WordSplitter.py (mapper)

#!/usr/bin/python
import sys
import re

pattern = re.compile("[a-zA-Z][a-zA-Z0-9]*")
for line in sys.stdin:
    for word in pattern.findall(line):
        print "LongValueSum:" + word.lower() + "\t" + "1"
LongValueSum:i         1
LongValueSum:count     1
LongValueSum:words     1
LongValueSum:with      1
LongValueSum:hadoop    1

Filesystems

  • EMRFS is an implementation of HDFS, with reading and writing of files directly to S3.
  • HDFS should be used to cache results of intermediate steps.
  • S3 is block-based just like HDFS. S3n is file based, which can be accessed with other tools, but filesize is limited to 5GB
  • S3 is not a file system, it is a RESTish object storage.
  • S3 has eventual consistency: files written to S3 might not be immediately available for reading.
  • EMR FS can be configured to encrypt files in S3 and monitor consistancy of files, which can detect event that try to use inconsistant files.

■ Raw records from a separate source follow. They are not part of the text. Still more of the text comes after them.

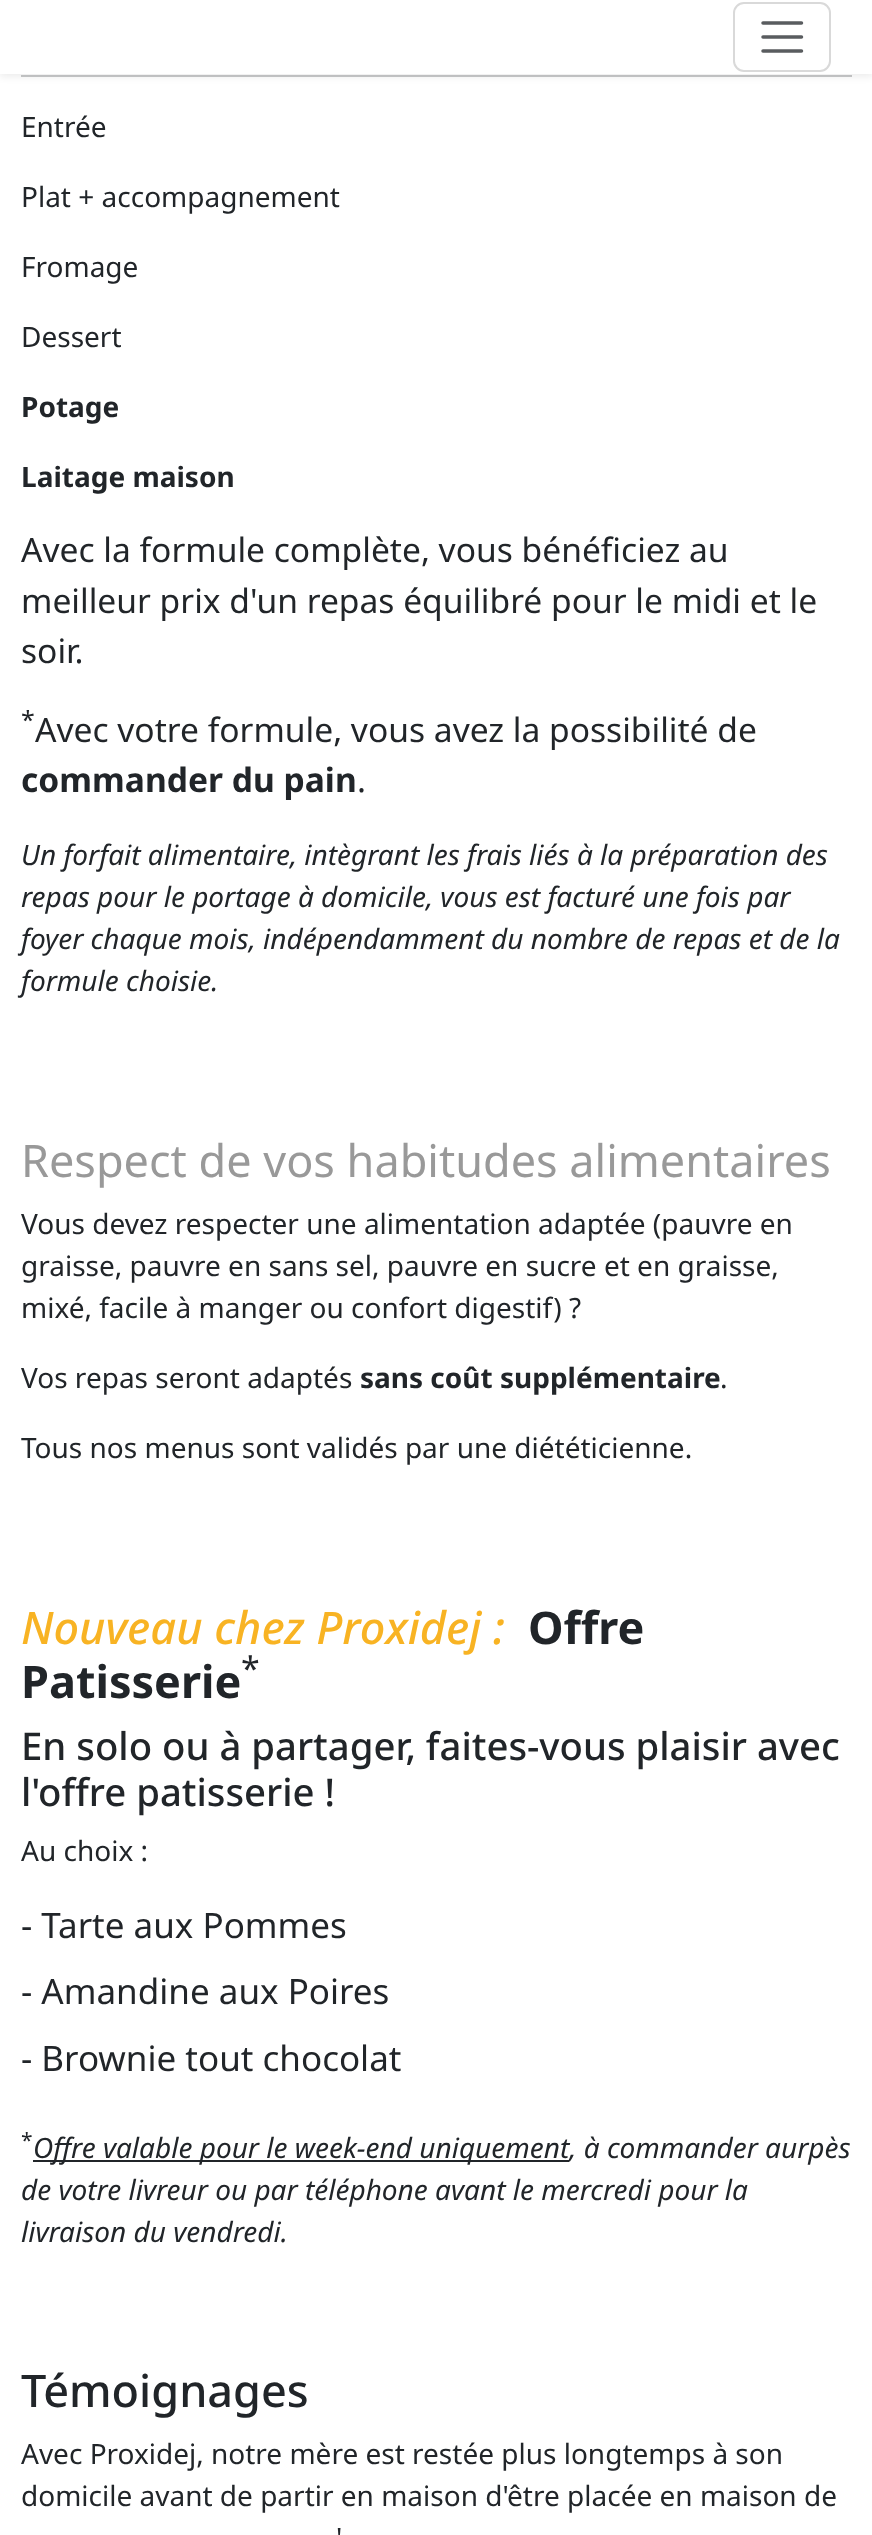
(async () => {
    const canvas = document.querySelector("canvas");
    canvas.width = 872;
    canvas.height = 2535;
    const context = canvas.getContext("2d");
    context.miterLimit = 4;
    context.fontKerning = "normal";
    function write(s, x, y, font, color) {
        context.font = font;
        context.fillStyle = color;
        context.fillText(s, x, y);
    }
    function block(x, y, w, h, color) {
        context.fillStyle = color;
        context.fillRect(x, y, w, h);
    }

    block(0, 0, 872, 2535, "rgb(255, 255, 255)");
    block(21, 75, 831, 2, "rgb(200, 201, 202)");
    context.fillStyle = "rgba(0, 0, 0, 0.07)";
    context.filter = "blur(3.5px)";
    context.beginPath();
    context.rect(0, 4, 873, 73);
    context.fill();
    context.filter = "none";
    block(0, 0, 872, 74, "rgb(255, 255, 255)");
    context.beginPath();
    context.roundRect(734, 3, 96, 68, 10);
    context.strokeStyle = "rgb(217, 217, 217)";
    context.lineWidth = 2;
    context.stroke();
    context.beginPath();
    context.moveTo(763, 23);
    context.lineTo(801.5, 23);
    context.moveTo(763, 37);
    context.lineTo(801.5, 37);
    context.moveTo(763, 51);
    context.lineTo(801.5, 51);
    context.strokeStyle = "rgb(89, 92, 95)";
    context.lineWidth = 3.5;
    context.lineCap = "round";
    context.stroke();
    write("Entrée", 21, 137, "28px Noto Sans", "rgb(33, 37, 41)");
    write("Plat + accompagnement", 21, 207, "28px Noto Sans", "rgb(33, 37, 41)");
    write("Fromage", 21, 277, "28px Noto Sans", "rgb(33, 37, 41)");
    write("Dessert", 21, 347, "28px Noto Sans", "rgb(33, 37, 41)");
    write("Potage", 21, 417, "bold 28px Noto Sans", "rgb(33, 37, 41)");
    write("Laitage maison", 21, 487, "bold 28px Noto Sans", "rgb(33, 37, 41)");
    write("Avec la formule complète, vous bénéficiez au", 21, 562, "33.6px Noto Sans", "rgb(33, 37, 41)");
    write("meilleur prix d'un repas équilibré pour le midi et le", 21, 613, "33.6px Noto Sans", "rgb(33, 37, 41)");
    write("soir.", 21, 663, "33.6px Noto Sans", "rgb(33, 37, 41)");
    write("*", 21, 729, "25px Noto Sans", "rgb(33, 37, 41)");
    write("Avec votre formule, vous avez la possibilité de", 35, 742, "33.6px Noto Sans", "rgb(33, 37, 41)");
    write("commander du pain", 21, 792, "bold 33.6px Noto Sans", "rgb(33, 37, 41)");
    write(".", 357, 792, "33.6px Noto Sans", "rgb(33, 37, 41)");
    write("Un forfait alimentaire, intègrant les frais liés à la préparation des", 21, 865, "italic 28px Noto Sans", "rgb(33, 37, 41)");
    write("repas pour le portage à domicile, vous est facturé une fois par", 21, 907, "italic 28px Noto Sans", "rgb(33, 37, 41)");
    write("foyer chaque mois, indépendamment du nombre de repas et de la", 21, 949, "italic 28px Noto Sans", "rgb(33, 37, 41)");
    write("formule choisie.", 21, 991, "italic 28px Noto Sans", "rgb(33, 37, 41)");
    write("Respect de vos habitudes alimentaires", 21, 1177, "45px Noto Sans", "rgb(153, 153, 153)");
    write("Vous devez respecter une alimentation adaptée (pauvre en", 21, 1234, "28px Noto Sans", "rgb(33, 37, 41)");
    write("graisse, pauvre en sans sel, pauvre en sucre et en graisse,", 21, 1276, "28px Noto Sans", "rgb(33, 37, 41)");
    write("mixé, facile à manger ou confort digestif) ?", 21, 1318, "28px Noto Sans", "rgb(33, 37, 41)");
    write("Vos repas seront adaptés", 21, 1388, "28px Noto Sans", "rgb(33, 37, 41)");
    write("sans coût supplémentaire", 360, 1388, "bold 28px Noto Sans", "rgb(33, 37, 41)");
    write(".", 720, 1388, "28px Noto Sans", "rgb(33, 37, 41)");
    write("Tous nos menus sont validés par une diététicienne.", 21, 1458, "28px Noto Sans", "rgb(33, 37, 41)");
    write("Nouveau chez Proxidej :", 21, 1644, "italic 500 45px Noto Sans", "rgb(248, 179, 35)");
    write("Offre", 528, 1644, "bold 45px Noto Sans", "rgb(33, 37, 41)");
    write("Patisserie", 21, 1698, "bold 45px Noto Sans", "rgb(33, 37, 41)");
    write("*", 241, 1681, "34px Noto Sans", "rgb(33, 37, 41)");
    write("En solo ou à partager, faites-vous plaisir avec", 21, 1760, "500 38.3px Noto Sans", "rgb(33, 37, 41)");
    write("l'offre patisserie !", 21, 1806, "500 38.3px Noto Sans", "rgb(33, 37, 41)");
    write("Au choix :", 21, 1861, "28px Noto Sans", "rgb(33, 37, 41)");
    write("- Tarte aux Pommes", 21, 1938, "35px Noto Sans", "rgb(33, 37, 41)");
    write("- Amandine aux Poires", 21, 2004, "35px Noto Sans", "rgb(33, 37, 41)");
    write("- Brownie tout chocolat", 21, 2071, "35px Noto Sans", "rgb(33, 37, 41)");
    write("*", 21, 2148, "21px Noto Sans", "rgb(33, 37, 41)");
    block(33, 2160, 536, 2, "rgb(33, 37, 41)");
    write("Offre valable pour le week-end uniquement, à commander aurpès", 33, 2158, "italic 28px Noto Sans", "rgb(33, 37, 41)");
    write("de votre livreur ou par téléphone avant le mercredi pour la", 21, 2200, "italic 28px Noto Sans", "rgb(33, 37, 41)");
    write("livraison du vendredi.", 21, 2242, "italic 28px Noto Sans", "rgb(33, 37, 41)");
    write("Témoignages", 21, 2407, "500 45px Noto Sans", "rgb(33, 37, 41)");
    write("Avec Proxidej, notre mère est restée plus longtemps à son", 21, 2464, "28px Noto Sans", "rgb(33, 37, 41)");
    write("domicile avant de partir en maison d'être placée en maison de", 21, 2506, "28px Noto Sans", "rgb(33, 37, 41)");
    write("'", 336, 2548, "28px Noto Sans", "rgb(33, 37, 41)");
})();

http://wiki.apache.org/hadoop/AmazonS3

Our dataset

  • Digitraffic is a service offering real time information and data about the traffic, weather and condition information on the Finnish main roads.
  • The service is provided by the Finnish Transport Agency (Liikennevirasto), and produced by Gofore and Infotripla.

Traffic fluency

Travel time link network

<link>
  <linkno>310102</linkno>
  <startsite>1108</startsite>
  <endsite>1107</endsite>
  <name language="en">Hallila -> Kaukajärvi</name>
  <name language="fi">Hallila -> Kaukajärvi</name>
  <name language="sv">Hallila -> Kaukajärvi</name>
  <distance>
    <value>3875.000</value>
    <unit>m</unit>
  </distance>
</link>

Static link information (271kb xml)

642 one-way links, 243 sites

<ivjtdata duration="60" periodstart="2014-06-24T02:55:00Z">
  <recognitions>
    <link id="110302" data_source="1">
      <recognition offset_seconds="8"  travel_time="152"></recognition>
      <recognition offset_seconds="36" travel_time="155"></recognition>
    </link>
    <link id="410102" data_source="1">
      <recognition offset_seconds="6"  travel_time="126"></recognition>
      <recognition offset_seconds="45" travel_time="152"></recognition>
    </link>
    <link id="810502" data_source="1">
      <recognition offset_seconds="25" travel_time="66"></recognition>
      <recognition offset_seconds="34" travel_time="79"></recognition>
      <recognition offset_seconds="35" travel_time="67"></recognition>
      <recognition offset_seconds="53" travel_time="58"></recognition>
    </link>
  </recognitions>
</ivjtdata>

Each file contains finished passthroughs for each road segment during one minute.

Some numbers

  • 6.5 years worth of data from January 2008 to June 2014
  • 3.9 million XML files (525600 files per year)
  • 6.3 GB of compressed archives (with 7.5GB of additional median data as CSV)
  • 42 GB of data as XML (and 13 GB as CSV)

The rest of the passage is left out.